Monday, December 13, 2010

Double recipe

It was 8.30pm by the time I'd completed my Christmas mince pies on Saturday night. But I wasn't finished in the kitchen yet: with all the pastry I'd made, I used six egg yolks, leaving me with an awful lot of egg whites. I had a use for one of them, but I didn't want to waste the other five.

I'd already made meringues some months ago, but there  was no reason why I shouldn't make some more, especially since the meringue recipe is actually printed twice in the Edmonds book: it appears once in the egg chapter (p96), and again in the slices and squares (p64). I assume this is a misprint, (one that hasn't been picked up, since it's still the same in recent editions) and I haven't counted it as two separate recipes, but it still gives me an excuse to make the recipe twice.

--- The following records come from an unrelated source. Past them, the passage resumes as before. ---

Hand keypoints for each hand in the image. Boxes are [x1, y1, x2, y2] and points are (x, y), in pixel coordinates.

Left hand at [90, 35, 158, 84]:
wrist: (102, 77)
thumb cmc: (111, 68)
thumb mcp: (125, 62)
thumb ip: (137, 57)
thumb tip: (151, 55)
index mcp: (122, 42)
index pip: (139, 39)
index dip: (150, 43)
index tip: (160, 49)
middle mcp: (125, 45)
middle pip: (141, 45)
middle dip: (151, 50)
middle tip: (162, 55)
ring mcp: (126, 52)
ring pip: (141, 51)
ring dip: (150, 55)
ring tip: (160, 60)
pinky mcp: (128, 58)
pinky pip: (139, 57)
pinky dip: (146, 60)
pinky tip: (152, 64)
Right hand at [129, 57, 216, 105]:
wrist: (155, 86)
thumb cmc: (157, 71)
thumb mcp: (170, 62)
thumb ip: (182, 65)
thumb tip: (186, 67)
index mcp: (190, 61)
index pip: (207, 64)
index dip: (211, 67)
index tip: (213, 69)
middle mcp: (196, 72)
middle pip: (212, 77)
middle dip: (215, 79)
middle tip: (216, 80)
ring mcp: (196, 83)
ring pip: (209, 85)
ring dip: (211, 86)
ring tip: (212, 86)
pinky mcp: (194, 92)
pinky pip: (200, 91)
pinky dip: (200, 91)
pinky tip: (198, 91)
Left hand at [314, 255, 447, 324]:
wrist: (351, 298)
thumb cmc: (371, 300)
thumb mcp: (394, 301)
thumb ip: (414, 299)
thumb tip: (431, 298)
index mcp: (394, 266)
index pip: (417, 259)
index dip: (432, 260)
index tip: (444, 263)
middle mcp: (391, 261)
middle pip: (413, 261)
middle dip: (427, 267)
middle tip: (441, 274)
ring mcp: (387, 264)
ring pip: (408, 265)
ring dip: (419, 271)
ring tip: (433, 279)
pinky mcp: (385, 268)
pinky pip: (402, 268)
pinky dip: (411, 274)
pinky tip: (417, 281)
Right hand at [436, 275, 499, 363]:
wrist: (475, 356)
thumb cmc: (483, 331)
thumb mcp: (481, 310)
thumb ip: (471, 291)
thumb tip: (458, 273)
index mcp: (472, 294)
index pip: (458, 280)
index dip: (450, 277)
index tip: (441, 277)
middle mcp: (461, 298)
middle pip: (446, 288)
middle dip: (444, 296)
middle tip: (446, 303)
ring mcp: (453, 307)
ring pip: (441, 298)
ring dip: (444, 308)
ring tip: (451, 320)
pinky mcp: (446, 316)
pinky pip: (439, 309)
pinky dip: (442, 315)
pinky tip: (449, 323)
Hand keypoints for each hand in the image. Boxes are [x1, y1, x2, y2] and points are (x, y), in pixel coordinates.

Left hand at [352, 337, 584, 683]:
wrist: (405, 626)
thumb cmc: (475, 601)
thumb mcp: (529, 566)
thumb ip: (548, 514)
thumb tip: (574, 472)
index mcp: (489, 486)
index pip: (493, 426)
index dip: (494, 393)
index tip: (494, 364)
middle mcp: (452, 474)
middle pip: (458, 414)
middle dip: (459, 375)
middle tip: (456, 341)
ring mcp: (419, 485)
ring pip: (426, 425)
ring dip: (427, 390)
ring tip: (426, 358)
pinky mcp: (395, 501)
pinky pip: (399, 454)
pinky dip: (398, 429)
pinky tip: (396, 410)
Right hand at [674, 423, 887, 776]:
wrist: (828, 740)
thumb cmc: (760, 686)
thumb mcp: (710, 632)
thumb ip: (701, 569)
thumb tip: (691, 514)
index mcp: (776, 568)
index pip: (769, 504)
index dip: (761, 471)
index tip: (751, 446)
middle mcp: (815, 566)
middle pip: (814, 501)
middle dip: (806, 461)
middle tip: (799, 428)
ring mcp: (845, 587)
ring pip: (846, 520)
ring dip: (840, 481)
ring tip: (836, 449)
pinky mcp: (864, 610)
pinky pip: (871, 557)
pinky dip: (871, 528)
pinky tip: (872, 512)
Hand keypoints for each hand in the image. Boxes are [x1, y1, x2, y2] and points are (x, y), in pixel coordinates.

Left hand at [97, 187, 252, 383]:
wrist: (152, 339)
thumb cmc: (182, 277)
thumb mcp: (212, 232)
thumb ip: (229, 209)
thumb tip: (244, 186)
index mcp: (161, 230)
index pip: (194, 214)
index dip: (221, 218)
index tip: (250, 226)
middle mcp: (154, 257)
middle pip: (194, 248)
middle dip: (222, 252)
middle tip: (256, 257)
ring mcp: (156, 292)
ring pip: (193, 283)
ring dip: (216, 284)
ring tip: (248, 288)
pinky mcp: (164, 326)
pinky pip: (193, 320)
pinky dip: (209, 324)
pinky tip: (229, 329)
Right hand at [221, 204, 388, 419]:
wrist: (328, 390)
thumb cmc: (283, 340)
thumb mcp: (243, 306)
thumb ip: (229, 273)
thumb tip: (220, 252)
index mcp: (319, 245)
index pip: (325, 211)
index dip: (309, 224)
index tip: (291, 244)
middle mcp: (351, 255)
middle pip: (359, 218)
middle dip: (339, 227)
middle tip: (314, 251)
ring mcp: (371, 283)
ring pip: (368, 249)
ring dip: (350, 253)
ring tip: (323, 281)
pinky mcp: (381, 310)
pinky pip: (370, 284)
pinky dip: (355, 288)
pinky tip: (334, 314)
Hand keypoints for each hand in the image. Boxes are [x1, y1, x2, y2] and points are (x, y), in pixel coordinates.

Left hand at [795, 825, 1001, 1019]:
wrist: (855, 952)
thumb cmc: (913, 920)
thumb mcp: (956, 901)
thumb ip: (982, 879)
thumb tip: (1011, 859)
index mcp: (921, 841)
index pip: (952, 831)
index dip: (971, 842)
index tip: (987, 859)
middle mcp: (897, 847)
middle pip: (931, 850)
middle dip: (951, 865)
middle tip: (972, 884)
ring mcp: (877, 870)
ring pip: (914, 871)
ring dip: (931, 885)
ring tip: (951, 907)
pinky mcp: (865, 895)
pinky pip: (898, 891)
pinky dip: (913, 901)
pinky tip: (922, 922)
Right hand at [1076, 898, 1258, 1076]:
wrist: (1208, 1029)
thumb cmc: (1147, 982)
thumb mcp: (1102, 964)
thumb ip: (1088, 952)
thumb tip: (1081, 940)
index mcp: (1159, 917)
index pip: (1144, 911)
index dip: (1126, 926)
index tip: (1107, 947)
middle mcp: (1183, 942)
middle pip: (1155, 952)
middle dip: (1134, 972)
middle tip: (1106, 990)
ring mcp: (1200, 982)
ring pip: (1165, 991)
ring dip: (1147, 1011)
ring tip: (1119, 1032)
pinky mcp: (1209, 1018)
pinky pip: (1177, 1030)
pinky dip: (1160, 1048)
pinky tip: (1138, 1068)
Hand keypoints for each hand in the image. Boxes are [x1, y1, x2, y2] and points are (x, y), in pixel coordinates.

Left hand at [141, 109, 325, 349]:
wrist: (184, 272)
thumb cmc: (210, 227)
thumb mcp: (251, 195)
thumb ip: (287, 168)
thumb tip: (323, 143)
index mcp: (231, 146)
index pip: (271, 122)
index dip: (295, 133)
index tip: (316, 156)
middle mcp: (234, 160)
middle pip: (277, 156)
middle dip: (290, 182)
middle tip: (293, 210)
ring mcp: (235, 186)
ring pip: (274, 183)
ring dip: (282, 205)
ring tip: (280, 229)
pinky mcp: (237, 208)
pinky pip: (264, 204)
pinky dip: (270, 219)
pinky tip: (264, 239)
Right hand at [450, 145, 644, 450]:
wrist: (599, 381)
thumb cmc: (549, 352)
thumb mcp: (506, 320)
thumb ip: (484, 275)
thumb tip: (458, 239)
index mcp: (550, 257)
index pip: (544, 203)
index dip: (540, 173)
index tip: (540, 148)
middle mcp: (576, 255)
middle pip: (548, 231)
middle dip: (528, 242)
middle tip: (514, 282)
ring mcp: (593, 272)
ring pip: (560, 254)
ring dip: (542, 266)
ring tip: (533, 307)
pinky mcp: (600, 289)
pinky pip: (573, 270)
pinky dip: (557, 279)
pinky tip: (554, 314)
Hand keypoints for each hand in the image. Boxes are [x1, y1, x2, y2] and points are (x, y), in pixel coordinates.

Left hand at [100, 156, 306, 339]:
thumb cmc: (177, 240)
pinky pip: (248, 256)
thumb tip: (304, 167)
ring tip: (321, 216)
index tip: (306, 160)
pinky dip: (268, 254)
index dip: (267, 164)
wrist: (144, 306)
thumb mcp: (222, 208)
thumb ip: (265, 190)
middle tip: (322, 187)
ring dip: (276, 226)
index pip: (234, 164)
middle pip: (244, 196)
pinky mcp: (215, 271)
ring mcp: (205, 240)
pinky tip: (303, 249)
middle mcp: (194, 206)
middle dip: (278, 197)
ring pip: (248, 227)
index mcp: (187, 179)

The recipe calls for two egg whites and apparently makes around 16 meringues. Since I had five whites, I made a larger version. It's very easy actually - just beat the eggs until stiff, add sugar and beat some more, then pipe onto a baking tray and bake at a low heat for 1-1 1/2 hours.

I'd considered my first attempt at meringues (using a single egg white and a hand beater) quite successful, but this time they came out even better. Five egg whites are much easier to beat than one, and using my mixer meant that they were beaten more thoroughly. When I piped the mixture onto the tray, the meringues kept their shape, instead of sinking into shapeless lumps like the last lot.

I had 32 good-sized meringues in the oven for an hour. When I took them out, I naturally taste-tested one (choosing of course the slightly stunted one made from the dregs in the piping bag) and it was perfect - crunchy on the outside and slightly chewy in the middle.

I reckon I've put my leftover egg whites to good use, supplying myself with a container full of meringues for Christmas. So if you find yourself with egg whites that need using, take five minutes to beat them into a meringue mixture. They may take an hour or more in the oven, but it's no effort at all to get them in there. And who doesn't love a meringue?